Kava Withdrawal Treated With Phenobarbital-A Case Report and Literature Review.

Autor: Cassidy RM; From the Department of Psychiatry and Behavioral Sciences, Vanderbilt University Medical Center, Nashville, TN., Burdick K, Anesi T, Daunis D
Jazyk: angličtina
Zdroj: Journal of addiction medicine [J Addict Med] 2024 Sep-Oct 01; Vol. 18 (5), pp. 599-601. Date of Electronic Publication: 2024 May 31.
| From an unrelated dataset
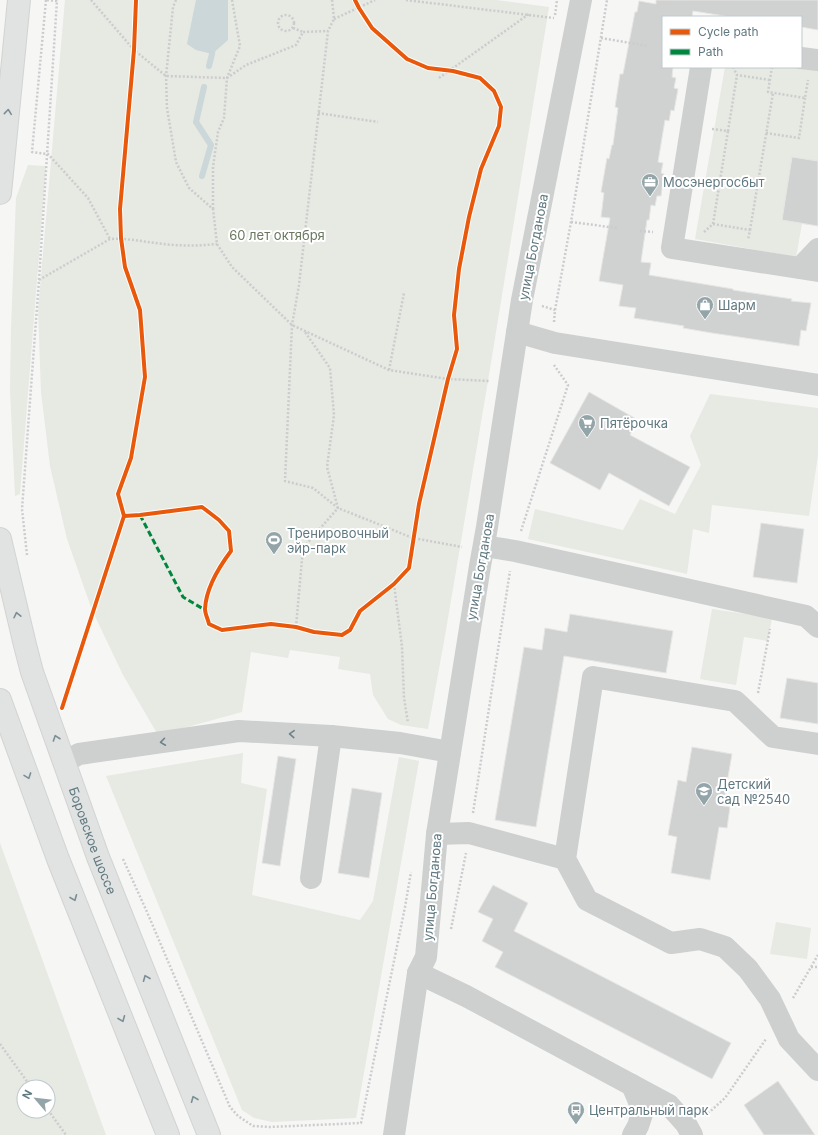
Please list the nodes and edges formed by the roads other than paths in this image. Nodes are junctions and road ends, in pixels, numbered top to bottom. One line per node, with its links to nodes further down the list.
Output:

DOI: 10.1097/ADM.0000000000001314
Abstrakt: Abstract: Kava consumption is a traditional practice in Polynesian and Micronesian cultures. It has recently gained popularity in the United States for therapeutic and recreational use. We report the following case. A man presented to the emergency department after a fall while intoxicated on kava. He was medically admitted for altered mental status, facial and clavicle fractures, and hyponatremia. Psychiatry was consulted for management of delirium. On interview, he reported consuming escalating amounts of kava for weeks despite attempts to stop. He was diagnosed with acute kava withdrawal with hyperactive delirium, treated with phenobarbital load (860 mg) and taper (390 mg). Continuous dexmedetomidine drip to hospital day 3 treated sympathetic activation and breakthrough agitation. By day 4, his delirium resolved and remained in remission until discharge. We performed a systematic review for reports of kava withdrawal, returning 9 studies. Eight assessed withdrawal symptoms after cessation of a low controlled dose of kava extract with no symptoms noted. One reported a case series of heavy kava users with seizure-like events. No publications discussed treatment of kava withdrawal. To our knowledge, this is the first publication to describe kava withdrawal syndrome and its effective treatment with phenobarbital.
Competing Interests: The authors report no conflicts of interest.